The idea of a group of motions for special relativity has been advanced as Lorentzian motions. For example, fundamental ideas were laid out for a plane characterized by the quadratic form $\ x^2 - y^2$ in American Mathematical Monthly.
The motions of Minkowski space were described by Sergei Novikov in 2006:
The physical principle of constant velocity of light is expressed by the requirement that the change from one inertial frame to another is determined by a motion of Minkowski space, i.e. by a transformation
$\phi : R^{1,3} \mapsto R^{1,3}$
preserving space-time intervals. This means that
$\langle \phi(x) - \phi(y),\ \phi(x) - \phi(y) \rangle \ =\ \langle x - y,\ x - y \rangle$
for each pair of points x and y in R^{1,3}.

==History==
An early appreciation of the role of motion in geometry was given by Alhazen (965 to 1039). His work "Space and its Nature" uses comparisons of the dimensions of a mobile body to quantify the vacuum of imaginary space. He was criticised by Omar Khayyam who noted that Aristotle had condemned the use of motion in geometry.

In the 19th century Felix Klein became a proponent of group theory as a means to classify geometries according to their "groups of motions". He proposed using symmetry groups in his Erlangen program, a suggestion that was widely adopted. He noted that every Euclidean congruence is an affine mapping, and each of these is a projective transformation; therefore the group of projectivities contains the group of affine maps, which in turn contains the group of Euclidean congruences. The term motion, shorter than transformation, puts more emphasis on the adjectives: projective, affine, Euclidean. The context was thus expanded, so much that "In topology, the allowed movements are continuous invertible deformations that might be called elastic motions."

The science of kinematics is dedicated to rendering physical motion into expression as mathematical transformation. Frequently the transformation can be written using vector algebra and linear mapping. A simple example is a turn written as a complex number multiplication: $z \mapsto \omega z$ where $\ \omega = \cos \theta + i \sin \theta, \quad i^2 = -1$. Rotation in space is achieved by use of quaternions, and Lorentz transformations of spacetime by use of biquaternions. Early in the 20th century, hypercomplex number systems were examined. Later their automorphism groups led to exceptional groups such as G2.

In the 1890s logicians were reducing the primitive notions of synthetic geometry to an absolute minimum.
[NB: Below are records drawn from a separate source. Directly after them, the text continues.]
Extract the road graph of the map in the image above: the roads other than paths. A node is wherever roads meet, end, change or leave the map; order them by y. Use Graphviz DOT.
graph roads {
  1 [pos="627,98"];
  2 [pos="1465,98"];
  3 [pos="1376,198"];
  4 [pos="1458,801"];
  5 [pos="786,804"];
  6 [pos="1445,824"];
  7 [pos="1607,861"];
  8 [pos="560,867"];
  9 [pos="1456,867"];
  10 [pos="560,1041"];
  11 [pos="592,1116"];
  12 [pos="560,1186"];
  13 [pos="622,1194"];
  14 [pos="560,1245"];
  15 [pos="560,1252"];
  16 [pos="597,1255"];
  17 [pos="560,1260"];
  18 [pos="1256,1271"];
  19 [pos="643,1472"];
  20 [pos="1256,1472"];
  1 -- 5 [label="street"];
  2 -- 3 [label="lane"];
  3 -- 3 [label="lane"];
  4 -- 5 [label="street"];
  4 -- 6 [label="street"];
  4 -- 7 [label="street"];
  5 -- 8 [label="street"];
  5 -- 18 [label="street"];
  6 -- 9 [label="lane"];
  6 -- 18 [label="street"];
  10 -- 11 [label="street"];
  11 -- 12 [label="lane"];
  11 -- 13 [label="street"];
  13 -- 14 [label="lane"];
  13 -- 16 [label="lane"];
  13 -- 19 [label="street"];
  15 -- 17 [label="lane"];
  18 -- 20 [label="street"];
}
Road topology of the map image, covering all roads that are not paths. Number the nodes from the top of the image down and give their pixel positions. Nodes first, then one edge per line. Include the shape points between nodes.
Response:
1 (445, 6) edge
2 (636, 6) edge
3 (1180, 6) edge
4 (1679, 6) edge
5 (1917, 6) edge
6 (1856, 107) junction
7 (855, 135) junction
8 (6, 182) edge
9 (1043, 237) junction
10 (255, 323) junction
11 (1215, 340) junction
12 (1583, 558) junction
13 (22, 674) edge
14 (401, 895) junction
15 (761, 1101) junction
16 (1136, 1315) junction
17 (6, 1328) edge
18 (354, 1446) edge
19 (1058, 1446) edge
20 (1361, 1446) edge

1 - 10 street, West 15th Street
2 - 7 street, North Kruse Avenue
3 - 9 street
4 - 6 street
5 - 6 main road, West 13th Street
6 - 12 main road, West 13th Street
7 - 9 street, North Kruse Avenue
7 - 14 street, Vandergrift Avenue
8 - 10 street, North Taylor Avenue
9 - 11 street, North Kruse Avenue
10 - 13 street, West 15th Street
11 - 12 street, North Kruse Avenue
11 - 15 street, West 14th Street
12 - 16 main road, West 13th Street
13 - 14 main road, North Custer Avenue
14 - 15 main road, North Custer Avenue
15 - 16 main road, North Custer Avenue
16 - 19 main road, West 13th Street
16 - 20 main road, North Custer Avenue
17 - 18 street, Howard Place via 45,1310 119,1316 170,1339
Giuseppe Peano and Mario Pieri used the expression motion for the congruence of point pairs. Alessandro Padoa celebrated the reduction of primitive notions to merely point and motion in his report to the 1900 International Congress of Philosophy. It was at this congress that Bertrand Russell was exposed to continental logic through Peano. In his book Principles of Mathematics (1903), Russell considered a motion to be a Euclidean isometry that preserves orientation.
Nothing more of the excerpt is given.